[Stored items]
# # #
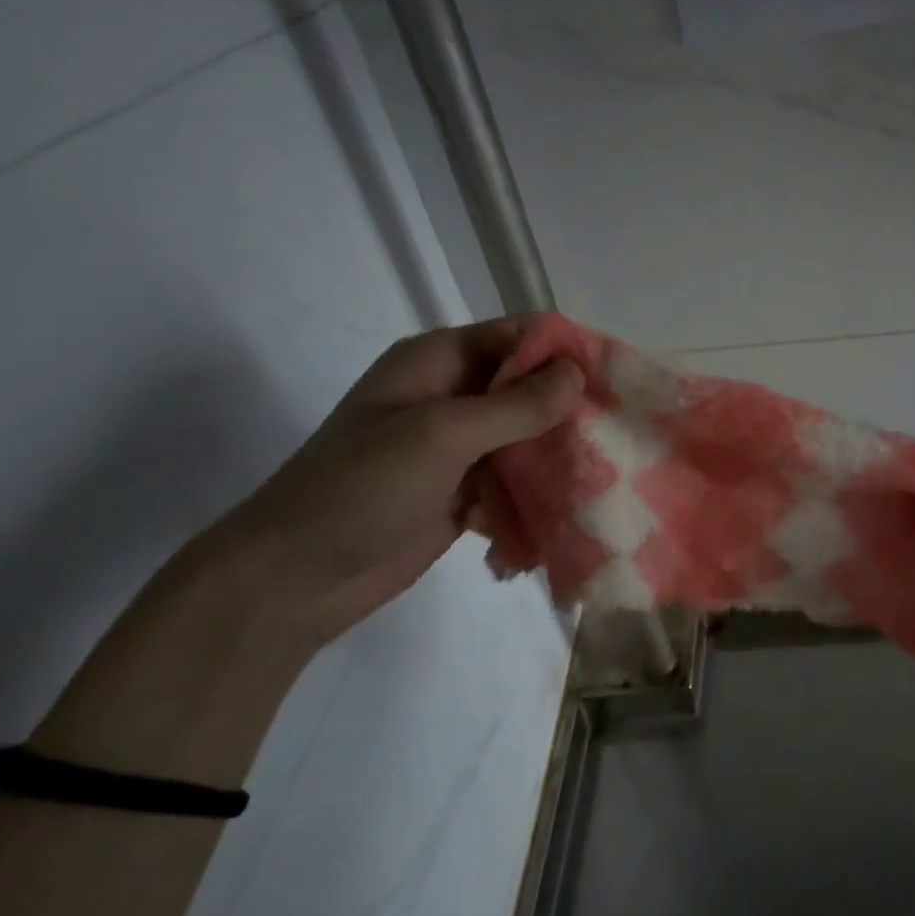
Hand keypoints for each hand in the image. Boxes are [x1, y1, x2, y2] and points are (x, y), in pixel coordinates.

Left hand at [191, 317, 581, 647]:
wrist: (293, 579)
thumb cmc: (362, 488)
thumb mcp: (441, 434)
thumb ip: (515, 404)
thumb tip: (579, 373)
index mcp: (439, 361)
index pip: (519, 336)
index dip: (566, 351)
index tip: (616, 377)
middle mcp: (451, 395)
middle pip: (529, 386)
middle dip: (571, 405)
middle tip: (622, 427)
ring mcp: (457, 446)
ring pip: (528, 434)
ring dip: (561, 450)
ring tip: (611, 467)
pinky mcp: (463, 491)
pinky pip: (516, 477)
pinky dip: (541, 488)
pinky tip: (575, 503)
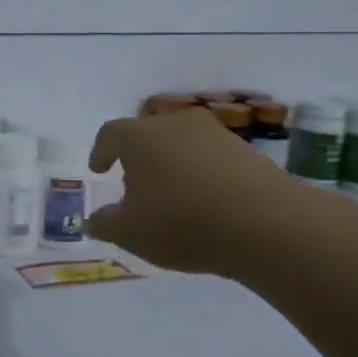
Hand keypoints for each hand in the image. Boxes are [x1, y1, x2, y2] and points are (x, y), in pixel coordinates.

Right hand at [85, 109, 299, 275]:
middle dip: (137, 159)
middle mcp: (174, 123)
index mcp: (138, 137)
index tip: (99, 169)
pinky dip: (200, 173)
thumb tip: (94, 219)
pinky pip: (210, 157)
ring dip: (171, 165)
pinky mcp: (244, 149)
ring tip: (172, 198)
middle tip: (134, 188)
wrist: (264, 222)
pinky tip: (206, 202)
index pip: (110, 134)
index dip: (100, 151)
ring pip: (180, 144)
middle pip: (147, 135)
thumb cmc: (181, 222)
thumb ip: (105, 223)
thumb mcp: (130, 233)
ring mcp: (213, 132)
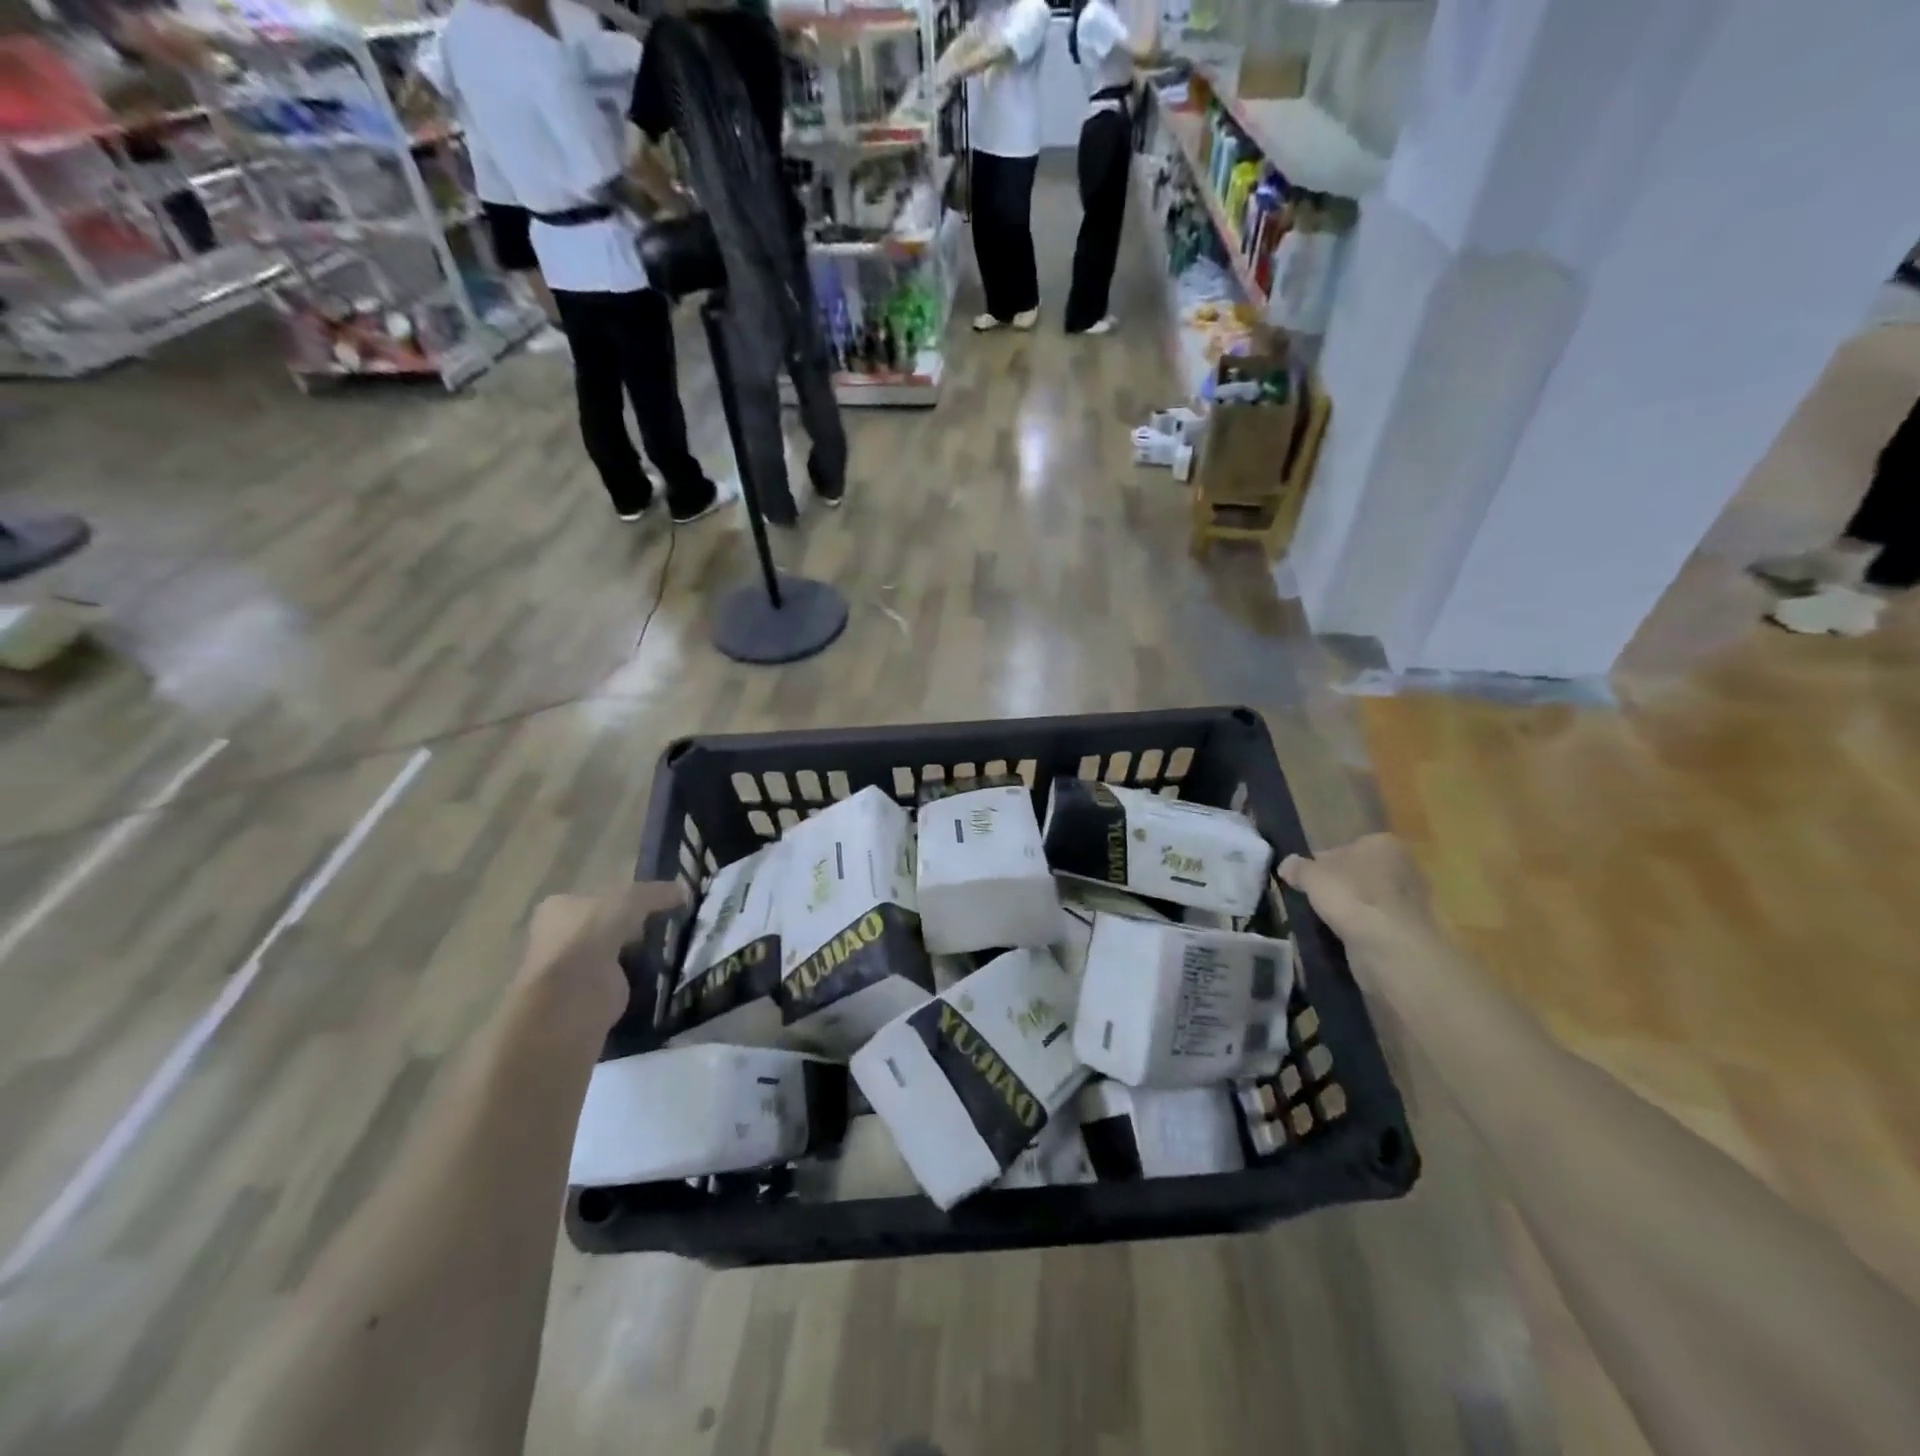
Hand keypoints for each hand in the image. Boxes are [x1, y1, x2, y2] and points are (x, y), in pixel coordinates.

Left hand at [521, 881, 686, 1030]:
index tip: (659, 905)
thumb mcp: (630, 901)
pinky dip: (637, 980)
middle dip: (635, 929)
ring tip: (672, 950)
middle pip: (607, 926)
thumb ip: (656, 893)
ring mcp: (569, 970)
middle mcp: (558, 937)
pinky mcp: (586, 999)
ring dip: (637, 956)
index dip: (629, 900)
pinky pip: (620, 981)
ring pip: (614, 955)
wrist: (570, 1000)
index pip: (600, 897)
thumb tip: (683, 890)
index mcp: (559, 907)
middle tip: (668, 928)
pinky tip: (661, 975)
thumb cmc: (590, 937)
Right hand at [1279, 834, 1441, 976]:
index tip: (1305, 881)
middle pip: (1357, 873)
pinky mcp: (1411, 928)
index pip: (1343, 848)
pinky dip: (1362, 928)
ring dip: (1349, 909)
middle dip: (1338, 886)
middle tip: (1313, 901)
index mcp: (1382, 843)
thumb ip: (1297, 867)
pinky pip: (1377, 922)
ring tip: (1326, 922)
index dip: (1320, 864)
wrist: (1390, 947)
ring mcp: (1411, 899)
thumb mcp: (1311, 875)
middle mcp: (1403, 865)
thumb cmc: (1351, 897)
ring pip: (1367, 899)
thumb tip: (1287, 865)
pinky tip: (1345, 937)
# # #
About this task - Repeat the records in full and exactly, leaving every picture out.

Written answer -
Hand keypoints for each hand in the image. Boxes are [x1, y1, x2, y2] and points are (x, y), in pixel coordinates.

Left hand at [191, 317, 581, 647]:
wrist: (293, 579)
thumb cmc: (362, 488)
thumb mcp: (441, 434)
thumb ip: (515, 404)
thumb tip: (579, 373)
index mcp: (439, 361)
index pip: (519, 336)
index dip: (566, 351)
index tip: (616, 377)
middle mcp: (451, 395)
middle pip: (529, 386)
middle dip: (571, 405)
middle tip: (622, 427)
ring mcp: (457, 446)
ring pip: (528, 434)
ring dip: (561, 450)
ring tip: (611, 467)
pinky mcp: (463, 491)
pinky pip: (516, 477)
pinky dip: (541, 488)
pinky tip: (575, 503)
Hand keypoints for each hand in the image. Boxes are [x1, y1, x2, y2] and points are (x, y), in pixel coordinates.

Right hand at [85, 109, 299, 275]:
middle dip: (137, 159)
middle mcp: (174, 123)
index mcp: (138, 137)
index tip: (99, 169)
pinky dip: (200, 173)
thumb tip: (94, 219)
pinky pip: (210, 157)
ring dip: (171, 165)
pinky mcp: (244, 149)
ring tip: (172, 198)
middle tip: (134, 188)
wrist: (264, 222)
pinky tip: (206, 202)
index pip: (110, 134)
index dip: (100, 151)
ring pip: (180, 144)
middle pip: (147, 135)
thumb cmc: (181, 222)
thumb ip: (105, 223)
thumb mcp: (130, 233)
ring mcp: (213, 132)
Hand keypoints for each hand in the image. Boxes are [x1, y1, x2, y2] and points are (x, y), in pixel coordinates.

Left hand at [521, 881, 686, 1030]:
index tip: (659, 905)
thumb mcp: (630, 901)
pinky dip: (637, 980)
middle dip: (635, 929)
ring tip: (672, 950)
middle pip: (607, 926)
thumb ip: (656, 893)
ring mcp: (569, 970)
middle mcp: (558, 937)
pinky mcp: (586, 999)
ring dip: (637, 956)
index dip: (629, 900)
pinky pip: (620, 981)
ring pip: (614, 955)
wrist: (570, 1000)
index pip: (600, 897)
thumb tip: (683, 890)
index mcp: (559, 907)
middle tip: (668, 928)
pinky tip: (661, 975)
thumb cmc: (590, 937)
Right hand at [1279, 834, 1441, 976]:
index tip: (1305, 881)
middle pip: (1357, 873)
pinky mcp: (1411, 928)
index pip: (1343, 848)
pinky dip: (1362, 928)
ring dip: (1349, 909)
middle dip: (1338, 886)
middle tip: (1313, 901)
index mcp: (1382, 843)
thumb ip: (1297, 867)
pinky pip: (1377, 922)
ring tip: (1326, 922)
index dip: (1320, 864)
wrist: (1390, 947)
ring mcp: (1411, 899)
thumb mcp: (1311, 875)
middle mcp: (1403, 865)
thumb cmc: (1351, 897)
ring pip: (1367, 899)
thumb tip: (1287, 865)
pinky tip: (1345, 937)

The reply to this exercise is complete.